▶ [Task to carry out]: Extract every entry word for word.

══════

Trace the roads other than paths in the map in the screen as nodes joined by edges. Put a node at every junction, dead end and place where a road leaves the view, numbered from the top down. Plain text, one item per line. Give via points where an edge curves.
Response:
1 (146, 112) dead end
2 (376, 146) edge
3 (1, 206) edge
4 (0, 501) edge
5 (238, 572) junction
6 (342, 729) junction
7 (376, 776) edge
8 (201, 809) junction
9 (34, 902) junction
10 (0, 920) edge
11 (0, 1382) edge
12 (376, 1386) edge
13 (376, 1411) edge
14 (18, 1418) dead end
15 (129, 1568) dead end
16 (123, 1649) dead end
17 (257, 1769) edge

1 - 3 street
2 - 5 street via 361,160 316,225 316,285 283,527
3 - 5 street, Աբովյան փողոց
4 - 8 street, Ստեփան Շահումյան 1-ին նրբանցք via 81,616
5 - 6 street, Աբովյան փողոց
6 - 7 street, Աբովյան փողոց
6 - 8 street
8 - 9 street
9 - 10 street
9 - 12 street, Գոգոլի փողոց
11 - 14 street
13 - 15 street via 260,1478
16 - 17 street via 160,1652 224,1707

══════

▶ [Solution for this task]:
Trace the roads other than paths in the map in the screen as nodes joined by edges. Put a node at every junction, dead end and place where a road leaves the view, numbered from the top down. Plain text, one item per line. Give via points where an edge curves.
Response:
1 (146, 112) dead end
2 (376, 146) edge
3 (1, 206) edge
4 (0, 501) edge
5 (238, 572) junction
6 (342, 729) junction
7 (376, 776) edge
8 (201, 809) junction
9 (34, 902) junction
10 (0, 920) edge
11 (0, 1382) edge
12 (376, 1386) edge
13 (376, 1411) edge
14 (18, 1418) dead end
15 (129, 1568) dead end
16 (123, 1649) dead end
17 (257, 1769) edge

1 - 3 street
2 - 5 street via 361,160 316,225 316,285 283,527
3 - 5 street, Աբովյան փողոց
4 - 8 street, Ստեփան Շահումյան 1-ին նրբանցք via 81,616
5 - 6 street, Աբովյան փողոց
6 - 7 street, Աբովյան փողոց
6 - 8 street
8 - 9 street
9 - 10 street
9 - 12 street, Գոգոլի փողոց
11 - 14 street
13 - 15 street via 260,1478
16 - 17 street via 160,1652 224,1707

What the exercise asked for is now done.